Thursday, 28 July 2022

COFFEE: Here is what should be done





COMMENT | ROBERT KABUSHENGA | The current coffee debate started in December 2019 with the controversial Bill that later became law. Since then, some of us who are active in different parts of the value chain have been exchanging ideas on what can be done. I am going to share them here

We had hoped that there would be a forum where we can then share our thinking. Apart from the parliamentary committee on the Vinci Deal, we have simply been dismissed as foreign agents, parasitic and myopic. They see no use in engaging those who actually generate the coffee wealth

Those of us invested in the coffee sector take a 20 (or more) years perspective. You can't do that with myopia. We are involved in production of wealth so u can't say that is parasitic. Ours is for export so we are working for ourselves not foreigners.

Only those whose income and livelihood derives from taxes and levies can be correctly described as parasites. They are the ones who need to work for foreigners from whom they can extract 'rents'. Which is why they focus on the deals and are shortsighted in their outlook.

Anyway, what would we coffee sector players want to see?

1. We are in full agreement with the need to set up a soluble coffee plant. In fact I have been lobbying for this in some corridors. It will increase the value of low grade coffees that are fetching low prices in the market. The best option is a freeze dried coffee plant which gives the best instant coffee product. The model should be a PPP that invests in the plant but allows coffee final product entrepreneurs to rent time on the plant and produce their own coffee brands and market to the final consumer. This will spur local innovation in the local coffee values chain and generate diverse and more meaningful employment opportunities. It will also grow local consumption since soluble coffee is more convenient to make. This is especially true  for those who make coffee in their homes.
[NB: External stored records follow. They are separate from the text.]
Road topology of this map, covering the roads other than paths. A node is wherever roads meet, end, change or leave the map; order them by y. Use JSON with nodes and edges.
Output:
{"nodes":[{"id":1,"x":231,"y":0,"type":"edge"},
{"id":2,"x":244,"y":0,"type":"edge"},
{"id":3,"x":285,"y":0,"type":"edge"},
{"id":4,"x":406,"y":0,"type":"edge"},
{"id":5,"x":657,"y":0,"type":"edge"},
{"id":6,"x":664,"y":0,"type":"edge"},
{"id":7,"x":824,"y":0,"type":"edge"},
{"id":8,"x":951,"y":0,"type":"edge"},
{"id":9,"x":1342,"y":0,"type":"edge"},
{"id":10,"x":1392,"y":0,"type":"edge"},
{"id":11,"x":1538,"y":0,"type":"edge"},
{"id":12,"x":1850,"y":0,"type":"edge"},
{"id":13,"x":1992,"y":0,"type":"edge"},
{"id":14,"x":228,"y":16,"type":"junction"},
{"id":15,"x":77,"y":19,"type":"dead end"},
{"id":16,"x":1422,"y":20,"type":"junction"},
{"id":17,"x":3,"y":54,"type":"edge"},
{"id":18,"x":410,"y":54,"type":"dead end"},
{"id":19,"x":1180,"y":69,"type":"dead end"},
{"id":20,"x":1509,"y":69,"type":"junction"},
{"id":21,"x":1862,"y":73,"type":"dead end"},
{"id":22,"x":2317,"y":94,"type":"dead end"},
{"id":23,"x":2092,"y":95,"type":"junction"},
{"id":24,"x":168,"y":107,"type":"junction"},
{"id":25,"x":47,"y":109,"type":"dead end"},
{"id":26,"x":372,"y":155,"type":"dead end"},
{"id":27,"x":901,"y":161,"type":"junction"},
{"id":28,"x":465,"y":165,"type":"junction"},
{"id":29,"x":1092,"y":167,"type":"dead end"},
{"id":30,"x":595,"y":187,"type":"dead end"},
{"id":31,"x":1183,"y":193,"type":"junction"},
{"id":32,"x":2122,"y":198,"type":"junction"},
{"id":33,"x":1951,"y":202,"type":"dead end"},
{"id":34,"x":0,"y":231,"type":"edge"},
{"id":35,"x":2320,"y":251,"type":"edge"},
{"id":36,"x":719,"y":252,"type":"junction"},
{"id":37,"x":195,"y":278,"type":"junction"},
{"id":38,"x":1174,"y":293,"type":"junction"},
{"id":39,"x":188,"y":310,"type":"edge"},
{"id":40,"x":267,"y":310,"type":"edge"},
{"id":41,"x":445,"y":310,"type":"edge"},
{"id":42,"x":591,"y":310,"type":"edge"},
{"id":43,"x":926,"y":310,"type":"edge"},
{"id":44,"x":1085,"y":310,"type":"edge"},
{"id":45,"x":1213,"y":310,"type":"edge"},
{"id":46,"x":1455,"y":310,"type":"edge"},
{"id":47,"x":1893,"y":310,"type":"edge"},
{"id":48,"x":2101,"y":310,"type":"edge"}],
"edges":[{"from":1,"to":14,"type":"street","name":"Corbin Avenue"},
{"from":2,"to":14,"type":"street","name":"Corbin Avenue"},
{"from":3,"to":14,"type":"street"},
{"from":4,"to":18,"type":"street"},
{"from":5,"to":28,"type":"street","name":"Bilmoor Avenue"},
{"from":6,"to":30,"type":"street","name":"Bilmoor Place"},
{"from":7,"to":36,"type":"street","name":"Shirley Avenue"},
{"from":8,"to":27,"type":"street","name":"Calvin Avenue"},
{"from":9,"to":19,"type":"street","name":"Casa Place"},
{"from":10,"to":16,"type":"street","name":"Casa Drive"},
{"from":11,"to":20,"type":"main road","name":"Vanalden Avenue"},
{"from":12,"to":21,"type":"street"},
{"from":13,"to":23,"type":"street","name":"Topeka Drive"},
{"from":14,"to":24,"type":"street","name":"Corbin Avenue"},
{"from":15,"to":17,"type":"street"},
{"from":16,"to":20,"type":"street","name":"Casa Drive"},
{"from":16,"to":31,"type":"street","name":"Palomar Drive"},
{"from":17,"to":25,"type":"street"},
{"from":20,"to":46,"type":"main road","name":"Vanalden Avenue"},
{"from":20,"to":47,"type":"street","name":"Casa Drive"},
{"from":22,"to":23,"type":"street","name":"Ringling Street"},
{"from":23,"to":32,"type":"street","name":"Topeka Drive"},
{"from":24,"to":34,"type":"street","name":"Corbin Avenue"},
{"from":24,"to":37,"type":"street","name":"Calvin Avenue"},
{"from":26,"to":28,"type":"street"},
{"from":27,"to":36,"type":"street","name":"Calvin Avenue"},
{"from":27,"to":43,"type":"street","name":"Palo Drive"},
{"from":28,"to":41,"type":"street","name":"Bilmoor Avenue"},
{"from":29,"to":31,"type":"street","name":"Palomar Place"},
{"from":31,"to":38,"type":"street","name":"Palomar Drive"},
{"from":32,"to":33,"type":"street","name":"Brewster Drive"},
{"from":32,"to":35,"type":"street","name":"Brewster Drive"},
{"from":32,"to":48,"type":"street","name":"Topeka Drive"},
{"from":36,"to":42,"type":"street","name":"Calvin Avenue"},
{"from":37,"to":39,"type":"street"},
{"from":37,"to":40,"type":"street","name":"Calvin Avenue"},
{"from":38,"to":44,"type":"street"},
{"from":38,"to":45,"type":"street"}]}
2. The other opportunity is that those who invest in Uganda coffee processing for the final consumer is the African Continental Free Trade Area (AfCFTA). It means that we can position in urban markets across Africa but below the multinational processors. This would allow development of new markets as we build capacity to compete.

3. It is not enough to be outraged by the low income/prices we get for our coffee. That should not be the only driver for the decision to go to market with processed. For a start we have undercut our marketing scope by exiting the International Coffee Organization (ICO) and yet think we can grow coffee  buyers.

4. We must look at our current market. Uganda is a net coffee exporter. We sell our coffee mainly to processors. This requires us to know how they want their product. Imposing a product in a consumer could backfire. To go directly to end user market means to know how coffee is consumed. It may be that by processing for export in the manner we claim will earn us more money may have the opposite effect. Processing may come at a high cost and will make our coffee expensive. Market entry barriers are higher in this segment which denies us access to this lucrative market.

5. Coffee is a sensitive food product whose consumers have peculiar consumption tastes. Uganda is a landlocked country. The logistics of getting to the coast is an exercise in frustration. Locally, we have no food packaging industry to talk about. This complicates export of processed food.

6. For your information, there were earlier initiatives with taxpayers money invested setting up coffee processing outfits in consumer markets-Denmark, Egypt and China. We have private entrepreneurs already in processing of coffee for export. Some have been ruined. Have we assessed what happened?

7. There has been no marketing of our coffee to give it a unique standing. The processed coffee market is very unforgiving for those seeking to play here. Where is our coherent strategy in this regard? Over what sustained period will we invest in this to effect uptake of our coffee?

8. There are also the realities of international trade. We have been unable to resolve market access for food products with our immediate neighbors. How will we manage the barriers with the lackadaisical work ethic of public officials who should be out there creating market access. A simple example: Uganda has a high tariff on imported processed coffee. It is only fair to expect retaliation which will drive up the price of our coffee in those markets. There is the enduring issue of health concerns in consumer markets and our own weak standards regime.

9. There is the limited view that somehow value addition in coffee only happens with processing. 

10. Actually value is added right from planting with field and plant management which has effect on yield. Yield is crucial to how much we earn. Quality is another hence post harvest handling. The policy confusion is derailing the sector and will undermine the processing agenda. Uganda Coffee Development Authority (UCDA) argued that the Vinci processing approach is very good. But now wants to do a consultancy on the viability of such a plant. Earlier this year they signed a similar deal with Russians.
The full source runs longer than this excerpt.